World Bank ups carbon finance support to poorest countries

DNE
DNE
5 Min Read

DURBAN: The World Bank launched two new financial initiatives to help the least-developed countries access financing for low-carbon investments, according to a statement.

The Carbon Initiative for Development (Ci-Dev) and the third tranche of the BioCarbon Fund (BioCF T3) will enable target countries to tap into carbon markets after 2012.

By focusing on agriculture and access to energy, the initiatives “will strengthen links … for the world’s poorest communities to these markets, as well as the flow of financing to action on the ground,” said Rachel Kyte, World Bank vice president for sustainable development.

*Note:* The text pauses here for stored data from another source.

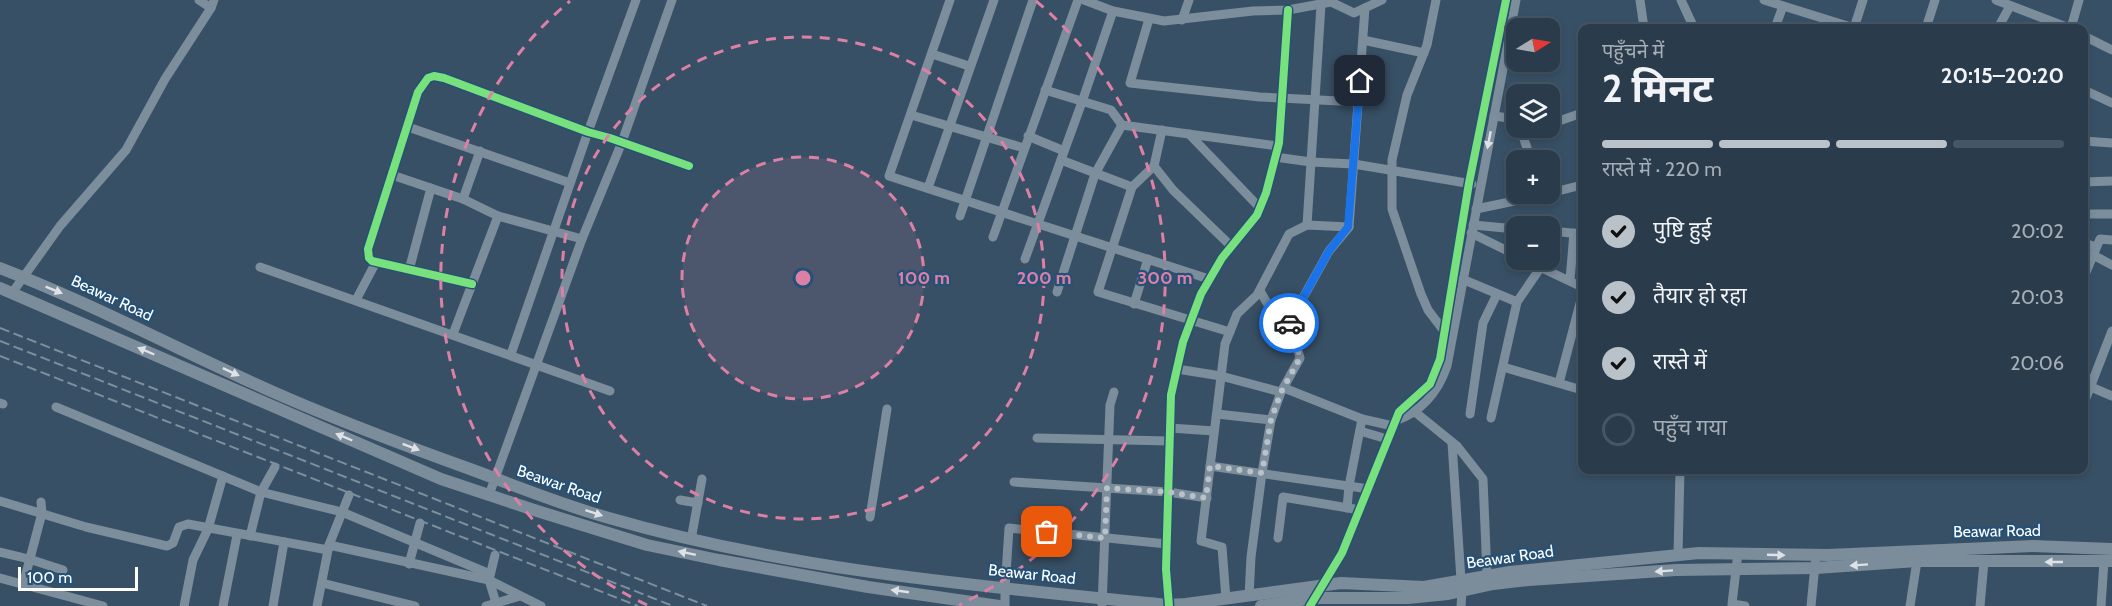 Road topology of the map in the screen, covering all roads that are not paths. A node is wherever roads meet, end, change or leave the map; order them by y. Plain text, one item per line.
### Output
1 (199, 0) edge
2 (636, 0) edge
3 (672, 0) edge
4 (950, 0) edge
5 (994, 0) edge
6 (1033, 0) edge
7 (1078, 0) edge
8 (1084, 0) edge
9 (1189, 0) edge
10 (1257, 0) edge
11 (1382, 0) edge
12 (1436, 0) edge
13 (1506, 0) edge
14 (1516, 0) edge
15 (1640, 0) edge
16 (1681, 0) edge
17 (1764, 0) edge
18 (1863, 0) edge
19 (1935, 0) edge
20 (1996, 0) edge
21 (2079, 0) edge
22 (1328, 2) edge
23 (213, 4) edge
24 (1783, 6) junction
25 (2010, 6) junction
26 (1365, 8) junction
27 (1288, 9) junction
28 (1113, 10) junction
29 (1253, 11) junction
30 (1149, 19) junction
31 (1182, 20) junction
32 (1643, 24) edge
33 (1693, 24) edge
34 (1776, 24) edge
35 (1841, 24) edge
36 (1855, 24) edge
37 (1927, 24) edge
38 (2000, 24) edge
39 (2059, 24) edge
40 (2071, 24) edge
41 (2088, 38) edge
42 (1363, 40) junction
43 (2112, 50) edge
44 (1424, 53) junction
45 (932, 54) junction
46 (969, 66) junction
47 (1045, 90) junction
48 (2088, 92) edge
49 (1281, 98) junction
50 (1314, 100) junction
51 (1082, 102) junction
52 (1359, 102) junction
53 (2112, 103) edge
54 (1578, 114) edge
55 (911, 115) junction
56 (1494, 116) junction
57 (1506, 118) edge
58 (1560, 121) edge
59 (1122, 125) junction
60 (408, 127) junction
61 (949, 127) junction
62 (1162, 130) junction
63 (588, 132) junction
64 (1189, 134) junction
65 (1028, 136) junction
66 (987, 137) junction
67 (2088, 141) edge
68 (622, 142) junction
69 (2112, 143) edge
70 (1278, 146) junction
71 (1024, 148) junction
72 (480, 151) junction
73 (1063, 156) junction
74 (1275, 157) junction
75 (1311, 162) junction
76 (1354, 164) junction
77 (689, 166) dead end
78 (1154, 166) junction
79 (1392, 170) junction
80 (1095, 174) junction
81 (392, 175) junction
82 (2112, 181) edge
83 (2088, 182) edge
84 (570, 183) junction
85 (1469, 183) junction
86 (1578, 185) edge
87 (1480, 186) junction
88 (1132, 187) junction
89 (431, 188) junction
90 (928, 188) junction
91 (1560, 190) edge
92 (463, 199) junction
93 (965, 201) junction
94 (1506, 203) edge
95 (1260, 208) junction
96 (1476, 209) junction
97 (1002, 212) junction
98 (2088, 214) edge
99 (2112, 214) edge
100 (498, 216) junction
101 (960, 216) dead end
102 (1038, 224) junction
103 (1307, 225) junction
104 (1348, 227) junction
105 (1506, 228) edge
106 (1472, 229) junction
107 (554, 231) junction
108 (1560, 232) edge
109 (1578, 233) edge
110 (1075, 236) junction
111 (993, 237) dead end
112 (582, 239) junction
113 (2112, 240) edge
114 (2088, 246) edge
115 (1232, 247) junction
116 (1112, 248) junction
117 (1506, 249) edge
118 (2094, 251) junction
119 (1025, 259) dead end
120 (1148, 260) junction
121 (376, 262) junction
122 (2112, 265) edge
123 (260, 267) dead end
124 (2088, 267) edge
125 (0, 268) edge
126 (409, 270) junction
127 (1539, 270) edge
128 (1548, 270) edge
129 (23, 277) junction
130 (1209, 279) junction
131 (1462, 279) junction
132 (1570, 280) junction
133 (472, 284) junction
134 (1578, 285) edge
135 (6, 290) edge
136 (1260, 291) junction
137 (1057, 292) dead end
138 (1497, 294) junction
139 (357, 300) junction
140 (1517, 302) junction
141 (1134, 304) junction
142 (1578, 311) edge
143 (1192, 319) junction
144 (1444, 331) junction
145 (2112, 331) edge
146 (1230, 332) junction
147 (1284, 332) junction
148 (453, 334) junction
149 (511, 354) junction
150 (536, 365) junction
151 (1503, 367) junction
152 (1177, 369) junction
153 (1221, 376) junction
154 (2088, 381) edge
155 (1559, 383) junction
156 (2088, 386) edge
157 (1578, 389) edge
158 (1283, 390) junction
159 (610, 391) dead end
160 (1114, 392) dead end
161 (2112, 396) edge
162 (56, 407) dead end
163 (887, 409) dead end
164 (1415, 412) junction
165 (1216, 414) junction
166 (1470, 414) dead end
167 (1491, 418) dead end
168 (1362, 419) junction
169 (1271, 420) junction
170 (1394, 423) junction
171 (1170, 428) junction
172 (1214, 431) junction
173 (1360, 431) junction
174 (1037, 438) dead end
175 (1109, 440) junction
176 (1387, 440) junction
177 (1169, 441) junction
178 (1452, 444) junction
179 (1210, 466) junction
180 (275, 467) dead end
181 (1262, 473) junction
182 (1680, 474) edge
183 (223, 476) junction
184 (495, 479) junction
185 (702, 479) dead end
186 (1014, 482) dead end
187 (1349, 486) junction
188 (1107, 488) junction
189 (1369, 489) junction
190 (261, 492) junction
191 (1168, 492) junction
192 (349, 495) dead end
193 (489, 495) junction
194 (1206, 498) junction
195 (680, 500) dead end
196 (0, 501) edge
197 (41, 502) dead end
198 (698, 503) junction
199 (1347, 508) junction
200 (1360, 510) junction
201 (342, 512) junction
202 (42, 513) junction
203 (870, 517) dead end
204 (420, 523) dead end
205 (208, 529) junction
206 (237, 534) junction
207 (250, 536) junction
208 (1105, 538) junction
209 (1278, 538) dead end
210 (691, 540) junction
211 (284, 542) junction
212 (416, 542) junction
213 (1167, 544) junction
214 (722, 546) junction
215 (329, 548) junction
216 (2112, 549) edge
217 (0, 552) edge
218 (1738, 553) junction
219 (495, 555) dead end
220 (1678, 555) junction
221 (1816, 555) junction
222 (29, 559) junction
223 (719, 560) junction
224 (1917, 561) junction
225 (2108, 561) edge
226 (1984, 562) junction
227 (409, 564) junction
228 (1816, 568) junction
229 (1736, 569) junction
230 (63, 570) dead end
231 (1487, 575) junction
232 (489, 577) junction
233 (0, 579) edge
234 (322, 583) junction
235 (23, 585) junction
236 (1321, 586) junction
237 (1462, 586) junction
238 (1005, 589) junction
239 (520, 596) junction
240 (1249, 596) junction
241 (1226, 599) junction
242 (1102, 602) edge
243 (1312, 602) edge
244 (85, 604) edge
245 (497, 604) edge
246 (1168, 605) edge
247 (1731, 605) edge
248 (103, 606) edge
249 (184, 606) edge
250 (223, 606) edge
251 (273, 606) edge
252 (317, 606) edge
253 (415, 606) edge
254 (486, 606) edge
255 (541, 606) edge
256 (999, 606) edge
257 (1005, 606) edge
258 (1261, 606) edge
259 (1461, 606) edge
260 (1745, 606) edge
261 (1811, 606) edge
262 (1910, 606) edge
263 (1980, 606) edge
264 (2101, 606) edge

1 - 23 street
2 - 63 street
3 - 68 street
4 - 45 street
5 - 46 street
6 - 66 street
7 - 47 street
8 - 28 street
9 - 31 street
10 - 29 street
11 - 26 street
12 - 44 street
13 - 85 street
14 - 56 street
15 - 32 street
16 - 33 street
17 - 24 street
18 - 36 street
19 - 37 street
20 - 25 street
21 - 40 street
22 - 26 street
22 - 27 street
22 - 50 street
23 - 129 street
24 - 34 street
24 - 35 street
25 - 38 street
25 - 39 street
26 - 42 street
27 - 29 street
27 - 49 street
28 - 30 street
28 - 51 street
29 - 31 street
30 - 31 street
30 - 49 street
41 - 43 street
42 - 44 street
42 - 52 street
44 - 79 street
45 - 46 street
45 - 55 street
46 - 61 street
47 - 51 street
47 - 65 street
48 - 53 street
49 - 50 street
49 - 70 street
50 - 52 street
50 - 75 street
51 - 59 street
51 - 73 street
52 - 76 street
54 - 58 street
55 - 61 street
55 - 90 street
56 - 57 street
56 -> 87 street
59 - 62 street
59 - 80 street
60 - 63 street
60 - 72 street
60 - 81 street
61 - 66 street
61 - 90 street
62 - 64 street
62 - 78 street
63 - 68 street
63 - 84 street
64 - 70 street
64 - 95 street
65 - 71 street
65 - 73 street
66 - 71 street
66 - 93 street
67 - 69 street
68 - 77 street
68 - 112 street
70 - 74 street
71 - 97 street
72 - 84 street
72 - 92 street
73 - 80 street
73 - 102 street
74 - 75 street
74 - 95 street
75 - 76 street
75 - 103 street
76 - 79 street
76 - 104 street
78 - 88 street
78 - 115 street
79 - 85 street
79 - 144 street
80 - 88 street
80 - 110 street
81 - 89 street
81 - 121 street
82 - 83 street
84 - 107 street
85 - 87 street
85 - 144 street
86 - 91 street
87 - 96 street
88 - 116 street
89 - 92 street
89 - 126 street
90 - 93 street
92 - 100 street
93 - 97 street
93 - 101 street
94 - 96 street
95 - 115 street
96 - 106 street
97 - 102 street
97 - 111 street
98 - 99 street
100 - 107 street
100 - 133 street
102 - 110 street
102 - 119 street
103 - 104 street
103 - 136 street
104 - 147 street
105 - 106 street
106 - 117 street
106 - 131 street
107 - 112 street
107 - 149 street
108 - 109 street
109 - 132 street
110 - 116 street
110 - 137 street
112 - 150 street
113 - 118 street
114 - 118 street
115 - 130 street
116 - 120 street
116 - 141 street
118 - 122 street
118 - 124 street
120 - 130 street
120 - 141 street
121 - 126 street
121 - 139 street
123 - 139 street
125 - 129 main road, Beawar Road
126 - 133 street
127 - 140 street
128 - 132 street
129 - 135 street
129 -> 184 main road, Beawar Road
130 - 143 street
131 - 138 street
131 - 164 street
132 - 134 street
133 - 148 street
193 -> 135 main road, Beawar Road
136 - 146 street
136 - 147 street
138 - 140 street
138 - 166 street
139 - 148 street
140 - 151 street
141 - 143 street
142 - 155 street
143 - 146 street
143 - 152 street
144 - 170 street
145 - 154 street
146 - 153 street
147 - 158 street
148 - 149 street
149 - 150 street
150 - 159 street
150 - 184 street
151 - 155 street
151 - 167 street
152 - 153 street
152 - 171 street
153 - 158 street
153 - 165 street
155 - 157 street
156 - 161 street
158 - 168 street
158 - 169 street
160 - 175 street
162 - 183 street
163 - 203 street
164 - 170 street
164 - 178 street
165 - 169 street
165 - 172 street
168 - 170 street
168 - 173 street
169 - 181 street
170 - 176 street
171 - 172 street
171 - 177 street
172 - 179 street
173 - 176 street
173 - 187 street
174 - 175 street
175 - 177 street
175 - 188 street
176 - 189 street
177 - 191 street
178 - 231 street
178 - 237 street
179 - 181 street
179 - 194 street
180 - 190 street
181 - 187 street
181 - 240 street
182 - 220 street
183 - 190 street
183 - 205 street
184 - 193 street
184 -> 210 main road, Beawar Road
185 - 198 street
186 - 188 street
187 - 189 street
187 - 199 street
188 - 191 street
188 - 208 street
189 - 200 street
190 - 201 street
190 - 207 street
191 - 194 street
191 - 213 street
192 - 201 street
223 -> 193 main road, Beawar Road
194 - 241 street
195 - 198 street
196 - 202 street
197 - 202 street
198 - 210 street
199 - 200 street
199 - 209 street
200 - 236 street
201 - 212 street
201 - 215 street
202 - 205 street
202 - 222 street
204 - 212 street
205 - 206 street
205 - 249 street
206 - 207 street
206 - 250 street
207 - 211 street
208 - 213 street
208 - 238 street
208 - 242 street
210 - 214 main road, Beawar Road
211 - 215 street
211 - 251 street
212 - 227 street
212 - 232 street
213 - 246 street
214 - 223 main road
214 - 238 main road, Beawar Road
215 - 227 street
215 - 234 street
216 - 221 main road, Beawar Road
217 - 222 street
218 - 220 main road, Beawar Road
218 -> 221 main road, Beawar Road
218 - 229 street
219 - 232 street
220 - 231 main road, Beawar Road
221 - 228 street
222 - 230 street
222 - 235 street
256 -> 223 main road, Beawar Road
224 - 226 main road, Beawar Road
224 -> 228 main road, Beawar Road
224 - 262 street
225 -> 226 main road, Beawar Road
225 - 264 street
226 - 263 street
227 - 232 street
228 - 229 main road, Beawar Road
228 - 261 street
229 -> 237 main road, Beawar Road
229 - 247 street
231 - 237 main road, Beawar Road
232 - 239 street
232 - 245 street
233 - 235 street
234 - 252 street
234 - 253 street
235 - 244 street
236 - 237 main road, Beawar Road
236 - 240 main road, Beawar Road
236 - 243 street
237 - 243 main road, Beawar Road
237 - 259 street
238 - 242 main road, Beawar Road
238 - 257 street
239 - 245 street
239 - 255 street
240 - 241 main road, Beawar Road
241 - 246 main road, Beawar Road
242 - 246 main road, Beawar Road
243 - 258 main road, Beawar Road
244 - 248 street
245 - 254 street
247 - 260 street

“The World Bank is helping countries in the further development of carbon markets and other market mechanisms to support acceleration of mitigation efforts, and access to those markets for less developed countries,” said Kyte. “The bank wants to ensure that its suite of financial instruments, including private sources of capital via carbon markets, is accessible to all country clients so they can invest in their sustainable development.”

Through the carbon finance instruments, client countries can purchase certified emission reductions (commonly called ‘carbon credits’) from a diverse range of projects such as household biogas systems in Nepal, cook stoves in Africa, reforestation in the Democratic Republic of Congo, soil carbon in Kenya, and municipal solid waste in Uganda.

The Ci-Dev, aiming to raise $120 million, is a partnership of donor and recipient countries where public and private sector entities are pledging their support to capacity building and carbon market development in the poorest countries of the world.

The Walloon Region (Belgium) is seeking to pledge €5 million with an immediate €1.2 million by the end of 2011.

A number of public and private sector entities, including the Norwegian company Statoil, have expressed interest in the Ci-Dev as buyers of the ensuing carbon credits.

“We anticipate that the Ci-Dev, through successful demonstration and piloting, will have a multiplier effect to bring even greater resources to help these countries grow sustainably,” said Walloon Minister of Environment, Philippe Henry.

BioCF T3 will focus on reforestation and agriculture projects that go hand in hand with co-benefits such as decreased soil erosion and increased land fertility. The expansion of the BioCF will build on seven years of work in these areas.

Eight out of nine forestry projects registered in Africa to date have been developed by this World Bank initiative, the statement read.

“By focusing on forestry and agriculture, the projects will develop new opportunities in crucial sectors because the farm economy predominates and is the single-largest source of income, jobs, and livelihoods in the poorest countries including in Africa,” according to the World Bank.

Wondwossen Sintayehu, director of environmental law and policy division at Ethiopia’s Environmental Protection Authority, said, “For Ethiopia, sustainable land management, reforestation of degraded lands, improving agriculture yields and access to energy are critical development priorities. The carbon markets have provided capital to help Ethiopia start achieving this. But it’s not enough — we are eager to do many more projects, scale up those we have started and test new approaches to expand the financial resources available to our country, and the expanded BioCarbon Fund will help us do this.”

Despite current concerns in the carbon market stemming from uncertainty over the future of the Kyoto Protocol, the decision by the World Bank to launch post-2012 carbon initiatives is indicative of the institution’s commitment to support market-based instruments to fight climate change.

The World Bank is trustee of 12 carbon funds and facilities capitalized at $2.7 billion.

Twenty percent of the World Bank’s portfolio of Clean Development Mechanism (CDM) projects is in sub-Saharan Africa, substantially higher than the 2 percent average generally for CDM projects.